The National Institute for Health and Care Excellence (NICE) has issued a new draft guidance, advising against the use of Roche's Tecentriq (atezolizumab) for adult patients with untreated extensive-stage small-cell lung cancer (SCLC).

The guidance, which denies the therapy routine NHS coverage, indicated that the PD-L1 inhibitor "meets NICE's criteria to be considered a life-extending treatment at the end of life”, however “the cost-effectiveness estimates for Tecentriq with chemotherapy are higher than what is considered a cost-effective use of NHS resources."

The watchdog also revealed that the “long-term benefit on overall survival is uncertain", as the mean cost of a course of treatment for a patient with extensive-stage SCLC is £32,798 at the list price.

Roche already has a commercial arrangement with the NHS that makes the drug available at a discount, but would have also applied to the extensive-stage SCLC indication had it been recommended.

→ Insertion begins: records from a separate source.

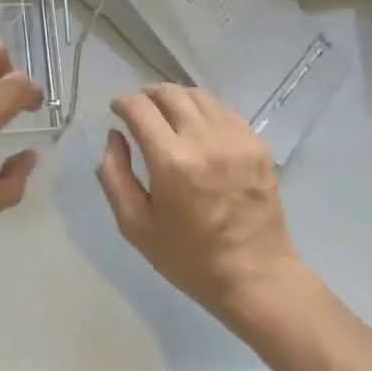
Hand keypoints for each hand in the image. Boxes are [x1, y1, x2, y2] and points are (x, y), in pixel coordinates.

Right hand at [95, 86, 301, 322]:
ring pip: (199, 96)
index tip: (117, 110)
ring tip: (168, 114)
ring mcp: (236, 139)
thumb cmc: (189, 258)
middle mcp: (205, 140)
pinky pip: (225, 111)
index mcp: (172, 161)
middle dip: (148, 95)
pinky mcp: (257, 145)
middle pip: (170, 93)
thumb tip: (114, 137)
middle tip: (140, 110)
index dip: (122, 103)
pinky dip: (205, 111)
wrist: (255, 277)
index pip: (140, 108)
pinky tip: (199, 129)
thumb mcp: (135, 226)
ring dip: (177, 99)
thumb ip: (114, 176)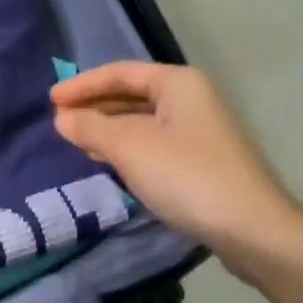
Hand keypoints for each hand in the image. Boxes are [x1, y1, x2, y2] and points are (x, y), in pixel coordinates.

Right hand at [51, 62, 302, 269]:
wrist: (252, 229)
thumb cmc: (187, 177)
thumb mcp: (130, 149)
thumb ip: (92, 128)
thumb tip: (62, 118)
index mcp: (177, 83)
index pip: (120, 73)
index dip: (82, 85)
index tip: (50, 100)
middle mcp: (191, 99)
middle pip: (132, 94)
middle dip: (95, 106)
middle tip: (60, 121)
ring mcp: (199, 131)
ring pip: (143, 121)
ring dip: (109, 128)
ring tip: (77, 140)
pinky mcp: (201, 161)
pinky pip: (154, 144)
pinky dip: (127, 148)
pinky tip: (110, 162)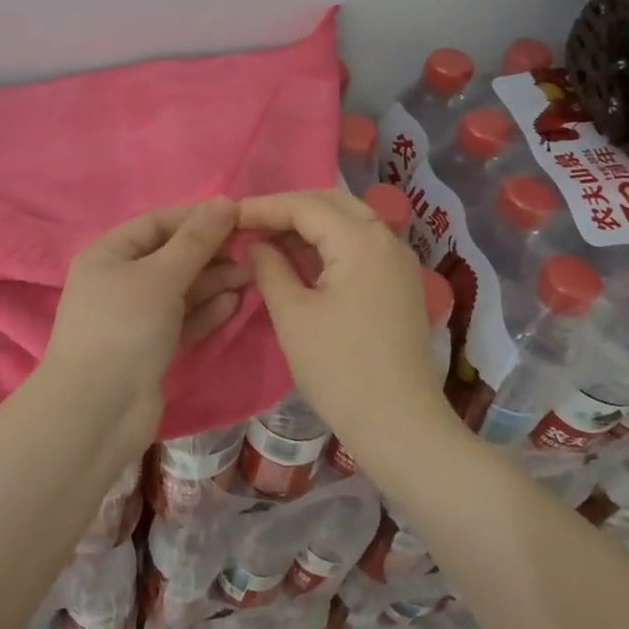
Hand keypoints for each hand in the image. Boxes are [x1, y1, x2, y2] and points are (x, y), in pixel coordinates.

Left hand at [40, 198, 248, 444]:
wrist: (97, 412)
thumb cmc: (124, 328)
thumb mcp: (161, 276)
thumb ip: (196, 240)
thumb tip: (225, 201)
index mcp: (108, 254)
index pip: (157, 223)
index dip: (196, 218)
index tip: (238, 215)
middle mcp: (118, 281)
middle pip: (171, 257)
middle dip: (210, 253)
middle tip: (252, 252)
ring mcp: (133, 317)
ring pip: (180, 290)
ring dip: (214, 282)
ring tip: (252, 276)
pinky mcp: (149, 348)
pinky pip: (181, 320)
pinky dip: (205, 311)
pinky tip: (233, 303)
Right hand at [239, 190, 452, 444]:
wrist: (400, 425)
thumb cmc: (339, 369)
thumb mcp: (293, 316)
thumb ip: (270, 268)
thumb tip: (256, 244)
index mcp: (361, 241)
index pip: (305, 206)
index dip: (264, 207)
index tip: (228, 215)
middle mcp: (387, 240)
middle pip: (331, 203)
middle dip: (289, 208)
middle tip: (250, 223)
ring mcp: (399, 262)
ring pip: (349, 221)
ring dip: (309, 224)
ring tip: (269, 238)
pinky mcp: (400, 283)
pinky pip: (361, 244)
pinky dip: (329, 243)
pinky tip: (301, 258)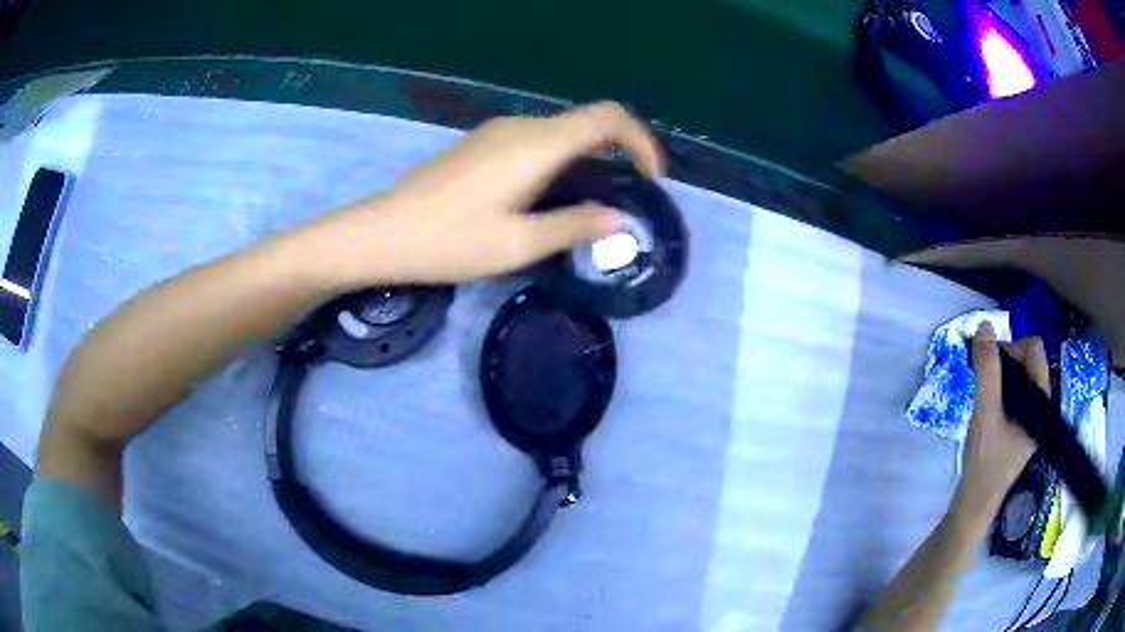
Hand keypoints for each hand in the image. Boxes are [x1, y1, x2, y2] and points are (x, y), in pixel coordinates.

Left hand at [319, 101, 663, 285]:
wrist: (384, 232)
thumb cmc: (449, 241)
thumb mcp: (518, 244)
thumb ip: (575, 226)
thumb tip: (622, 220)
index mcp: (536, 144)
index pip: (607, 117)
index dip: (640, 140)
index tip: (651, 179)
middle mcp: (521, 126)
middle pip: (587, 122)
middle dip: (618, 154)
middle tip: (624, 201)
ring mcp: (497, 132)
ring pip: (561, 133)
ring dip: (587, 161)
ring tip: (590, 206)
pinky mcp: (482, 144)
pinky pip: (537, 142)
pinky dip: (560, 162)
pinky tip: (548, 199)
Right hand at [953, 321, 1046, 524]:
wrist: (976, 502)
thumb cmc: (985, 459)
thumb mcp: (984, 411)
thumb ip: (987, 368)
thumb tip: (985, 325)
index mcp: (1041, 399)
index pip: (1034, 349)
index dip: (1011, 347)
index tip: (989, 365)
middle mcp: (1042, 404)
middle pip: (1028, 360)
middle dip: (1005, 361)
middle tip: (983, 379)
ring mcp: (1032, 416)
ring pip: (1021, 376)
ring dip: (1001, 375)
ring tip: (983, 392)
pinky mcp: (1022, 426)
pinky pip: (1016, 392)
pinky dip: (1001, 389)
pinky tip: (988, 406)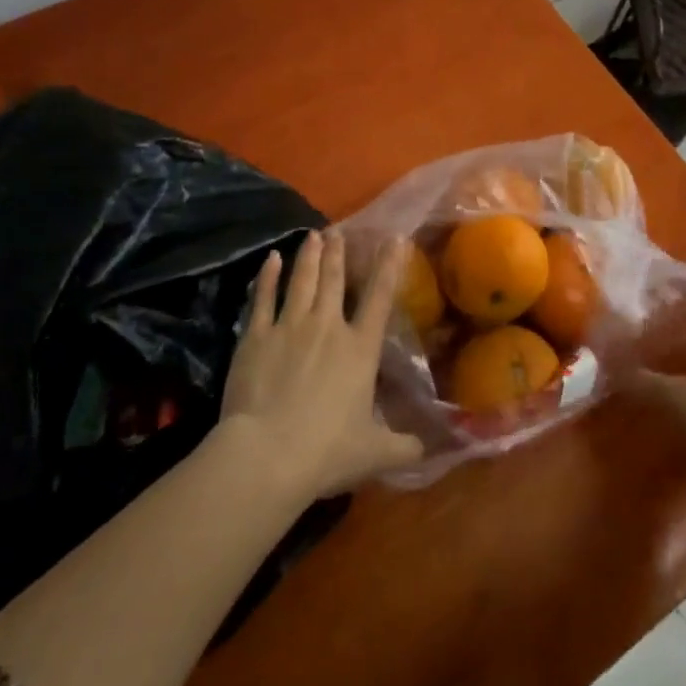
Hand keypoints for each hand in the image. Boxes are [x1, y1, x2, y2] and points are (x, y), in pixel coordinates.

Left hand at [219, 229, 424, 500]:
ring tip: (312, 234)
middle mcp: (327, 327)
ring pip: (301, 280)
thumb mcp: (375, 453)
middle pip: (334, 280)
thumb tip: (429, 449)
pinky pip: (263, 298)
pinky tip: (270, 260)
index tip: (394, 239)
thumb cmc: (327, 451)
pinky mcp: (256, 336)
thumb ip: (405, 447)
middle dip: (338, 253)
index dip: (389, 266)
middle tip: (338, 230)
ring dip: (308, 256)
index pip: (380, 298)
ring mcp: (289, 327)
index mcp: (360, 349)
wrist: (267, 454)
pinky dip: (267, 277)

NICE ultimately made the decision as “Atezolizumab with chemotherapy improves overall and progression-free survival compared with chemotherapy but the long-term benefit is uncertain”. It went on to say that “Data from IMpower133 are not generalisable to people with an ECOG performance status score of two or higher which is likely in clinical practice in England”
Earlier this month the drug garnered US Food and Drug Administration (FDA) approval for adults with metastatic non-squamous NSCLC, who have no EGFR or ALK genomic tumour aberrations.

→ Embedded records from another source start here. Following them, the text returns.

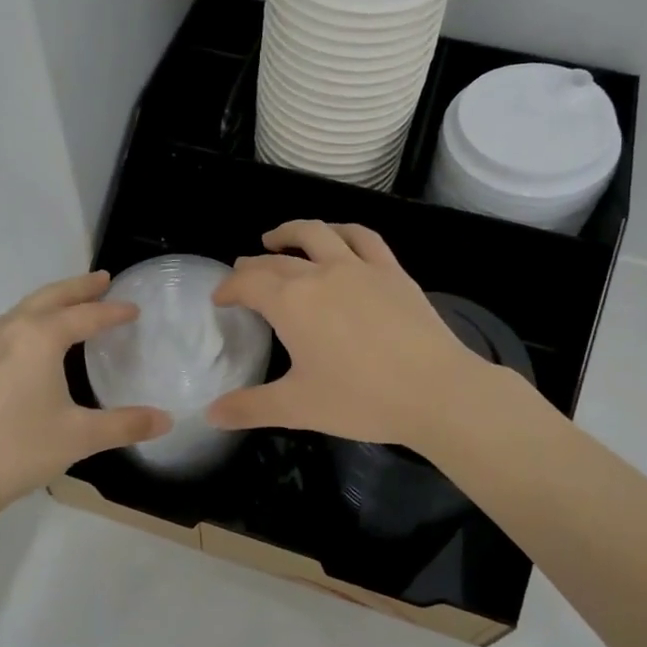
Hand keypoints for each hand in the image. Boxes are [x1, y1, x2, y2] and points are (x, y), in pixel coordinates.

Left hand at [0, 271, 169, 531]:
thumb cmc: (19, 450)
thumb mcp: (80, 437)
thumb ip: (126, 424)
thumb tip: (167, 420)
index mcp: (38, 337)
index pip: (85, 316)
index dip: (113, 312)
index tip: (135, 308)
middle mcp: (10, 328)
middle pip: (51, 297)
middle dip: (79, 287)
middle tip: (104, 279)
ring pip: (27, 307)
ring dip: (54, 299)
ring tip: (77, 300)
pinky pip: (12, 322)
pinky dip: (35, 315)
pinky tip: (40, 335)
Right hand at [208, 220, 500, 448]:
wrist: (435, 391)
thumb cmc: (360, 399)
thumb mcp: (297, 408)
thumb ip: (250, 408)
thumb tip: (211, 414)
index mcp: (292, 302)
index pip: (248, 282)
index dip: (229, 287)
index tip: (220, 298)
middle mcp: (321, 273)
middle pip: (277, 259)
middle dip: (253, 265)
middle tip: (242, 274)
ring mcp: (360, 267)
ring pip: (318, 233)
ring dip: (291, 232)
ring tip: (277, 238)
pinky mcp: (392, 271)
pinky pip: (363, 238)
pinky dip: (342, 231)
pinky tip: (337, 237)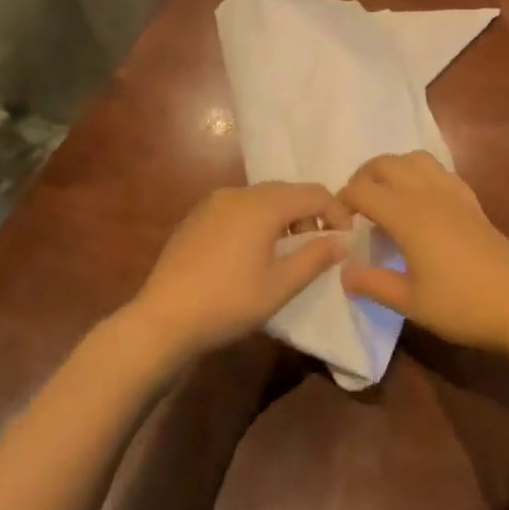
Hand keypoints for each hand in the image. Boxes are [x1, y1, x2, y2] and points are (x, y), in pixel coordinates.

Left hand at [127, 182, 350, 363]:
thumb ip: (315, 257)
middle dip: (311, 212)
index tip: (346, 239)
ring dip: (284, 215)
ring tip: (289, 248)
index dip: (337, 212)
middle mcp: (239, 193)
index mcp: (263, 205)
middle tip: (321, 243)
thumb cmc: (228, 302)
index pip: (314, 194)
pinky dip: (257, 219)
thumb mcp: (280, 286)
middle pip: (287, 191)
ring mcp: (214, 202)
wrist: (162, 318)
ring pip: (262, 198)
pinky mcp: (197, 216)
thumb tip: (341, 240)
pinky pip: (239, 207)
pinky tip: (252, 250)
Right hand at [339, 151, 508, 352]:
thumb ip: (373, 283)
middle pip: (386, 164)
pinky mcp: (470, 200)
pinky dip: (420, 173)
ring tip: (385, 195)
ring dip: (393, 168)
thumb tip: (343, 271)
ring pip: (414, 158)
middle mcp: (426, 194)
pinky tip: (420, 200)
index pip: (363, 190)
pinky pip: (438, 170)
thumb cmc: (461, 305)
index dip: (343, 200)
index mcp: (407, 215)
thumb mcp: (410, 303)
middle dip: (363, 177)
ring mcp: (452, 193)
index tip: (337, 222)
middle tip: (356, 205)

It was given the US green light in combination with chemotherapy, based on results from the Phase III IMpower130 study, which showed that the combo helped people live significantly longer compared to chemotherapy alone, demonstrating a median overall survival rate of 18.6 months compared to 13.9 months.

In September it was also approved with chemotherapy for the first-line treatment of adults with extensive-stage SCLC, based on data from the Phase III IMpower133 study.